◆ YOUR TASK ◆
Bring together all lines from the listing below that contain the string "nodes".

===============

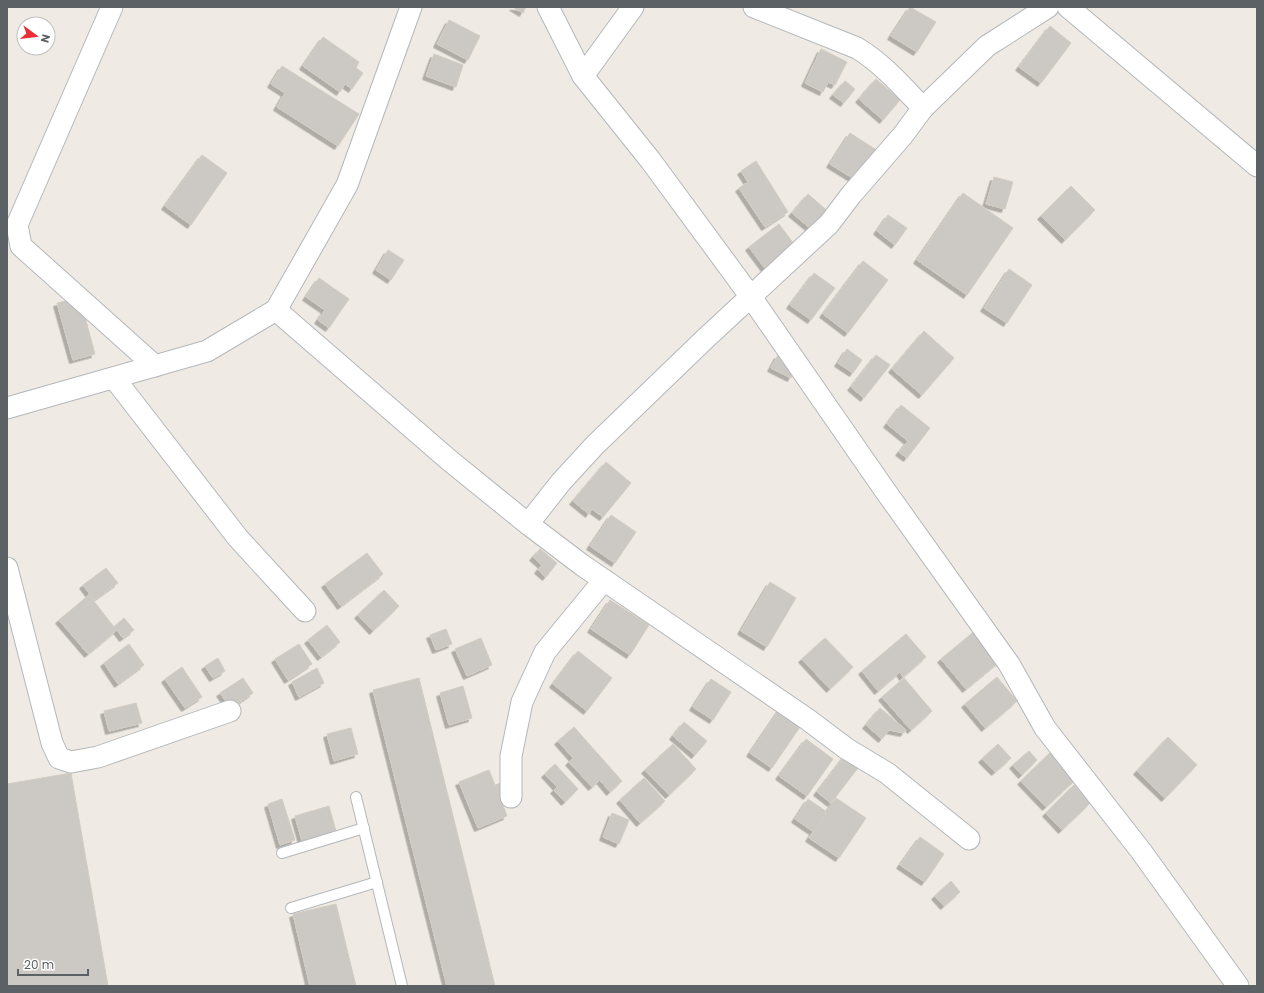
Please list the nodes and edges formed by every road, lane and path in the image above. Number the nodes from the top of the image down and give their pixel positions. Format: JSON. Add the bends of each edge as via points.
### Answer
{"nodes":[{"id":1,"x":112,"y":7,"type":"edge"},
{"id":2,"x":411,"y":7,"type":"edge"},
{"id":3,"x":548,"y":7,"type":"edge"},
{"id":4,"x":633,"y":7,"type":"edge"},
{"id":5,"x":1048,"y":7,"type":"edge"},
{"id":6,"x":1068,"y":7,"type":"edge"},
{"id":7,"x":763,"y":9,"type":"edge"},
{"id":8,"x":583,"y":76,"type":"junction"},
{"id":9,"x":922,"y":108,"type":"junction"},
{"id":10,"x":1257,"y":166,"type":"edge"},
{"id":11,"x":751,"y":297,"type":"junction"},
{"id":12,"x":276,"y":310,"type":"junction"},
{"id":13,"x":155,"y":366,"type":"junction"},
{"id":14,"x":114,"y":378,"type":"junction"},
{"id":15,"x":7,"y":408,"type":"edge"},
{"id":16,"x":528,"y":524,"type":"junction"},
{"id":17,"x":7,"y":568,"type":"edge"},
{"id":18,"x":604,"y":580,"type":"junction"},
{"id":19,"x":305,"y":611,"type":"dead end"},
{"id":20,"x":230,"y":711,"type":"dead end"},
{"id":21,"x":356,"y":797,"type":"dead end"},
{"id":22,"x":511,"y":797,"type":"dead end"},
{"id":23,"x":364,"y":828,"type":"junction"},
{"id":24,"x":969,"y":839,"type":"dead end"},
{"id":25,"x":282,"y":853,"type":"dead end"},
{"id":26,"x":377,"y":882,"type":"junction"},
{"id":27,"x":291,"y":908,"type":"dead end"},
{"id":28,"x":402,"y":986,"type":"edge"},
{"id":29,"x":1238,"y":986,"type":"edge"}],
"edges":[{"from":1,"to":13,"type":"street","via":[[17,225],[21,246]]},
{"from":2,"to":12,"type":"street","via":[[347,185]]},
{"from":3,"to":8,"type":"street"},
{"from":4,"to":8,"type":"street"},
{"from":5,"to":9,"type":"street","via":[[987,46]]},
{"from":6,"to":10,"type":"street"},
{"from":7,"to":9,"type":"street","via":[[857,48],[879,64]]},
{"from":8,"to":11,"type":"street","via":[[651,161]]},
{"from":9,"to":11,"type":"street","via":[[830,224]]},
{"from":11,"to":16,"type":"street","via":[[596,445],[561,482]]},
{"from":11,"to":29,"type":"street","via":[[1009,664],[1045,728],[1141,851]]},
{"from":12,"to":13,"type":"street","via":[[207,351]]},
{"from":12,"to":16,"type":"street","via":[[449,460]]},
{"from":13,"to":14,"type":"street"},
{"from":14,"to":15,"type":"street"},
{"from":14,"to":19,"type":"street","via":[[238,538]]},
{"from":16,"to":18,"type":"street"},
{"from":17,"to":20,"type":"street","via":[[52,743],[59,758],[71,762],[98,757]]},
{"from":18,"to":22,"type":"street","via":[[545,652],[522,702],[511,756]]},
{"from":18,"to":24,"type":"street","via":[[807,719],[847,750],[887,773]]},
{"from":21,"to":23,"type":"lane"},
{"from":23,"to":25,"type":"lane"},
{"from":23,"to":26,"type":"lane"},
{"from":26,"to":27,"type":"lane"},
{"from":26,"to":28,"type":"lane"}]}
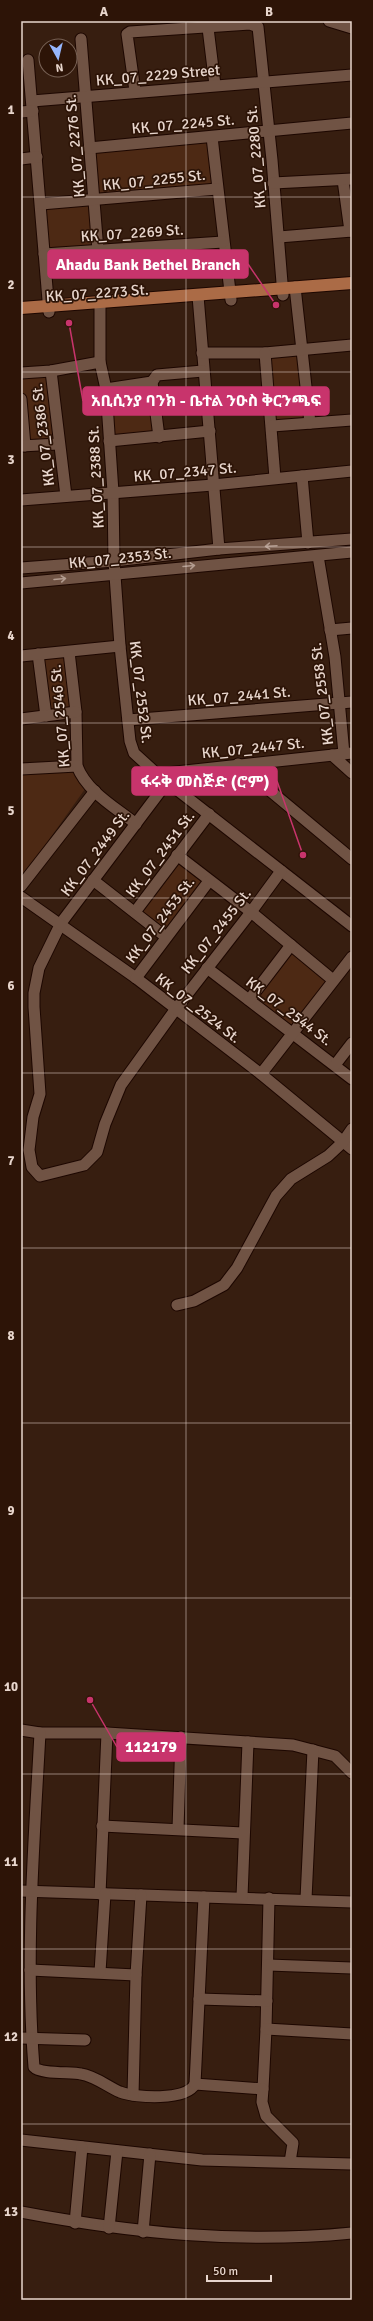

===============

◆ SOLUTION BELOW ◆
Please list the nodes and edges formed by every road, lane and path in the image above. Number the nodes from the top of the image down and give their pixel positions. Format: JSON. Add the bends of each edge as via points.
{"nodes":[{"id":1,"x":112,"y":7,"type":"edge"},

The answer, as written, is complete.